Parents say students are being bullied regarding mask wearing
Masks have become a polarizing, political issue, and now parents say this disagreement is spilling onto school grounds too.
ROCKFORD, Ill. (WIFR) - Every school year, parents worry about their kids being bullied, teased, taunted, or left out. That is not new, but adding masks into the mix, it could lead to exactly what parents fear most.
Several concerned parents say their kids have experienced bullying on school grounds for either choosing to wear a mask, or not. “No matter what side you chose you’re on one side of the wrong way or the other,” said Parent Jason Saenz.
Saenz has a seventh grader at Flinn Middle School in Rockford. He says his son has been humiliated and taunted by several classmates for not wearing a mask.
“I couldn’t imagine being a 7th grader right now, nor would I want to with how difficult it is,” said Saenz. “It really just kind of breaks your heart.”
Kevin Polky with KP Counseling says this started as a response to political differences, instead of power dynamics associated with popularity for children.
“We have young individuals that may not even understand what’s going on, but they’re repeating what they’ve heard,” said Polky.
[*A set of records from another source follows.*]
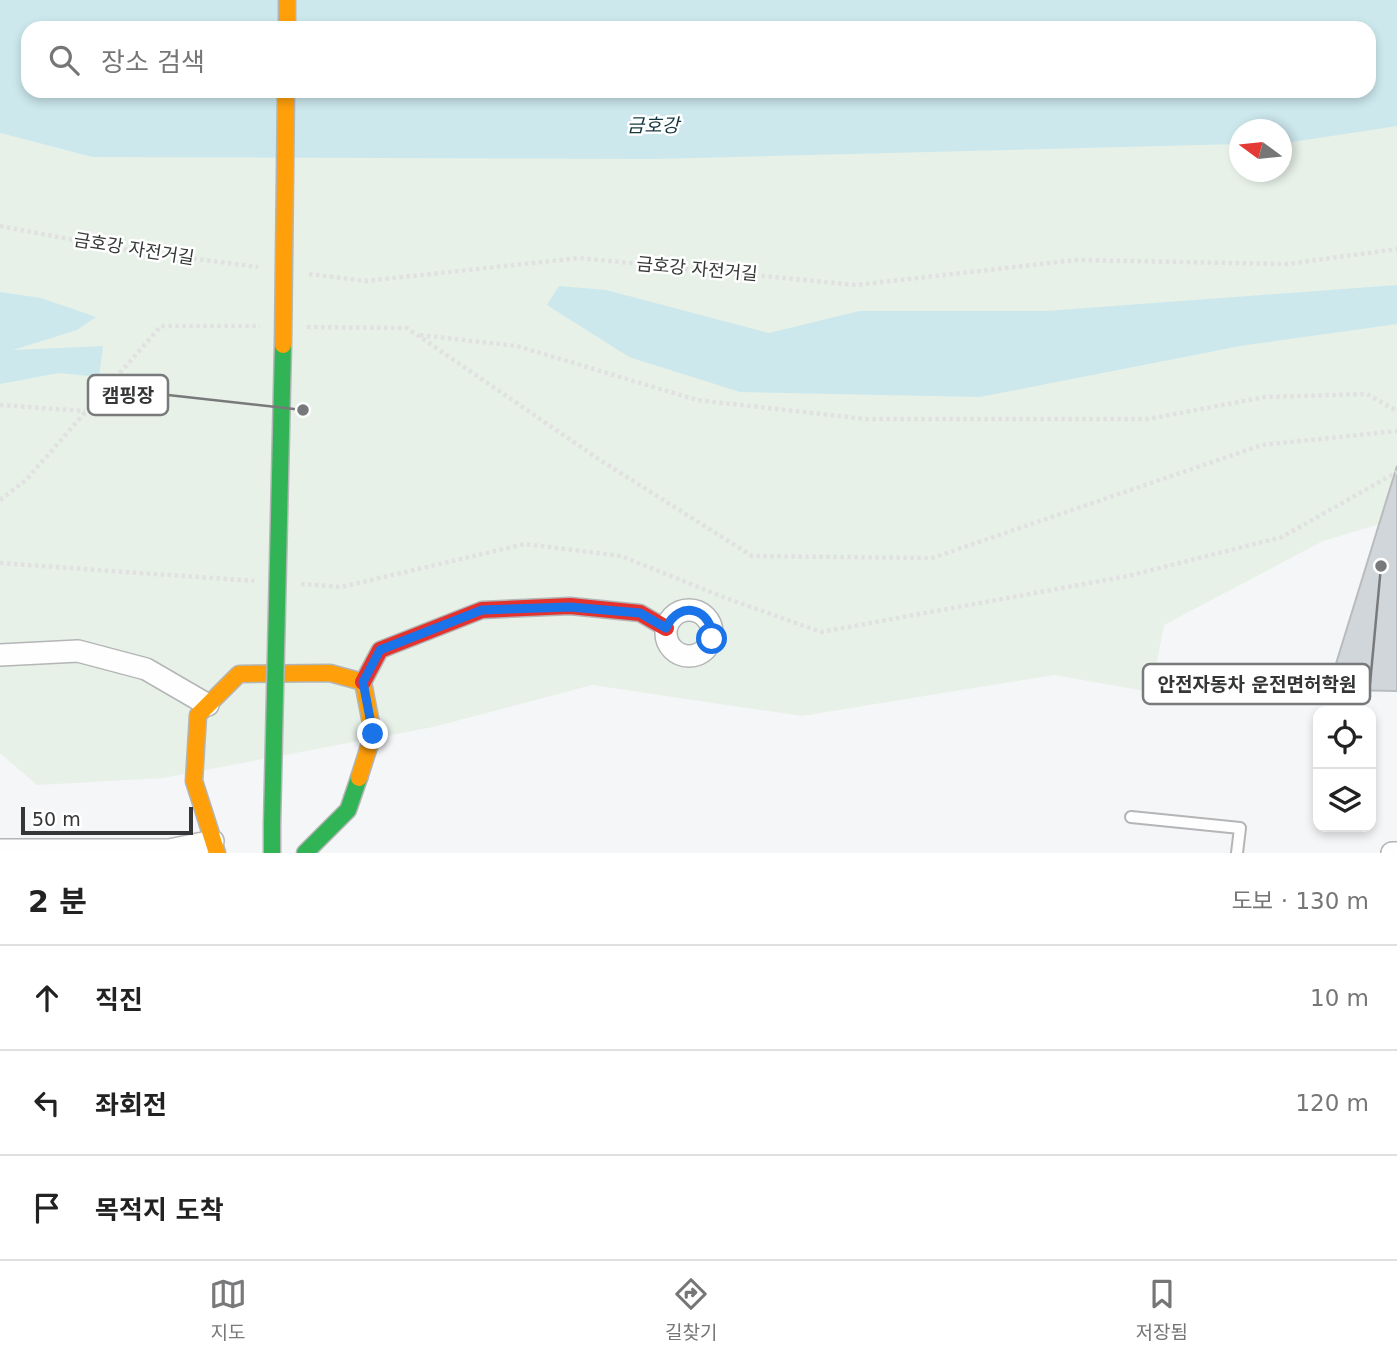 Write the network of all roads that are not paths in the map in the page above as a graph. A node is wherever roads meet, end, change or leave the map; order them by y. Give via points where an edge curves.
1 (288, 0) edge
2 (287, 21) edge
3 (286, 98) edge
4 (666, 628) dead end
5 (0, 655) edge
6 (363, 682) junction
7 (208, 705) junction
8 (1131, 817) dead end
9 (215, 847) edge
10 (0, 850) edge
11 (272, 853) edge
12 (305, 853) edge
13 (1237, 853) edge

1 - 2 street
3 - 11 street, bridge
4 - 6 street via 640,613 570,607 482,610 380,650
5 - 7 street via 78,651 146,669
6 - 7 street via 330,673 239,674
6 - 12 street via 373,734 348,810
7 - 9 street via 198,715 194,780
8 - 13 lane via 1240,828
9 - 10 street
Belvidere Student and Student Council President Briana Anson says “mask checking” has become a huge trend. This means students will rip masks off another student’s face if they are wearing one.
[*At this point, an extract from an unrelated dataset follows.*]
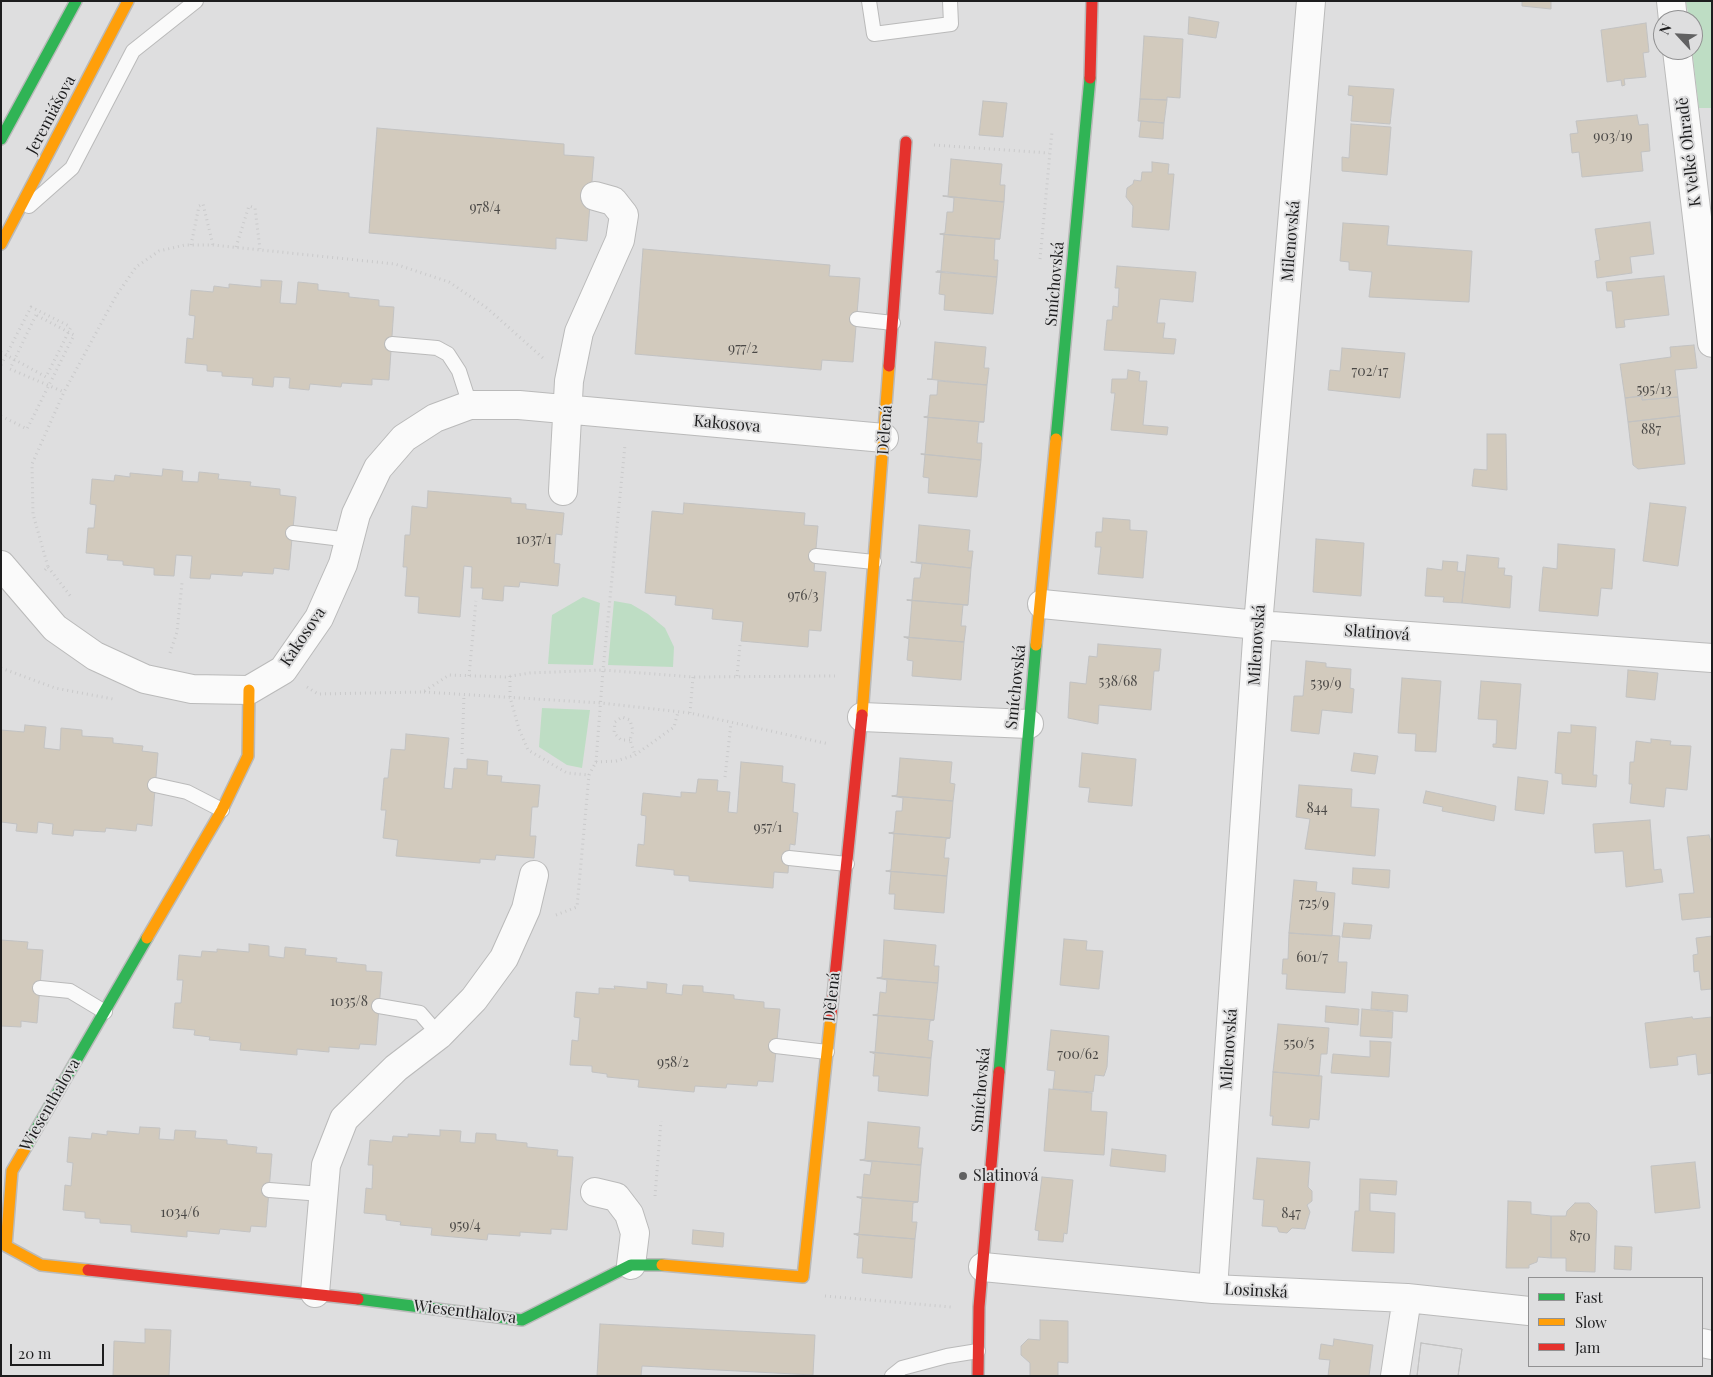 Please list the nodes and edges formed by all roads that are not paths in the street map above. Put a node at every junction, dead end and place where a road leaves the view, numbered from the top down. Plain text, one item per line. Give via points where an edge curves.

Anson became inspired to take a stand against bullying and created an Anti-Bullying and Acts of Kindness campaign for her school.
“I really want it to bring out kindness in our world,” said Anson. “I feel like there’s not a lot anymore and people have been losing hope in a way, especially with COVID going on the past two years.”
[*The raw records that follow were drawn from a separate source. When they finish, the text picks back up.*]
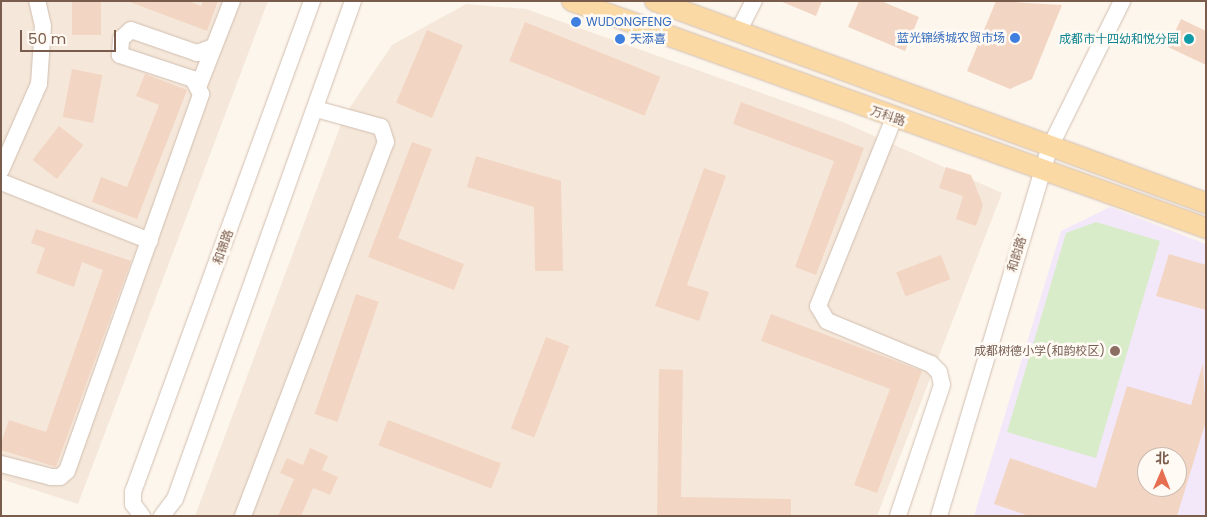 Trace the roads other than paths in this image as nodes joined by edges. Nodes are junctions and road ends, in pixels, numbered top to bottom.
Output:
1 (37, 1) edge
2 (232, 1) edge
3 (312, 1) edge
4 (353, 1) edge
5 (572, 1) edge
6 (655, 1) edge
7 (754, 1) edge
8 (1122, 1) edge
9 (738, 32) junction
10 (210, 48) junction
11 (199, 85) junction
12 (316, 108) junction
13 (894, 118) junction
14 (1050, 147) junction
15 (1043, 168) junction
16 (1, 170) edge
17 (1, 182) edge
18 (1206, 203) edge
19 (1206, 228) edge
20 (150, 242) junction
21 (1, 464) edge
22 (175, 498) junction
23 (142, 516) edge
24 (162, 516) edge
25 (174, 516) edge
26 (243, 516) edge
27 (898, 516) edge
28 (939, 516) edge

1 - 16 street
2 - 10 street
3 - 23 street, 和锦路
4 - 12 street
5 - 13 main road, 万科路
6 - 9 main road
7 - 9 street
8 - 14 street, 和韵路’
9 - 14 main road
10 - 11 street
10 - 11 street
11 - 20 street
12 - 22 street
12 - 26 street
13 - 15 main road, 万科路
13 - 27 street
14 - 15 street, 和韵路’
14 - 18 main road
15 - 19 main road, 万科路
15 - 28 street, 和韵路’
17 - 20 street
20 - 21 street
22 - 24 street
22 - 25 street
Saenz adds that parents also have a responsibility in putting an end to this trend.
“I feel like a lot of parents don’t understand how hard this has been on there kids,” said Saenz. “They’re not sitting down having a talk with their kids saying, hey, you can disrespectfully disagree with someone. Don’t make them feel less about themselves.”
Polky emphasizes this is an incredibly developmental age for children, and the need for a sense of belonging is incredibly important. Saenz adds to this, saying it’s already hard for children to fit in at this age, and mask-bullying makes it that much more difficult.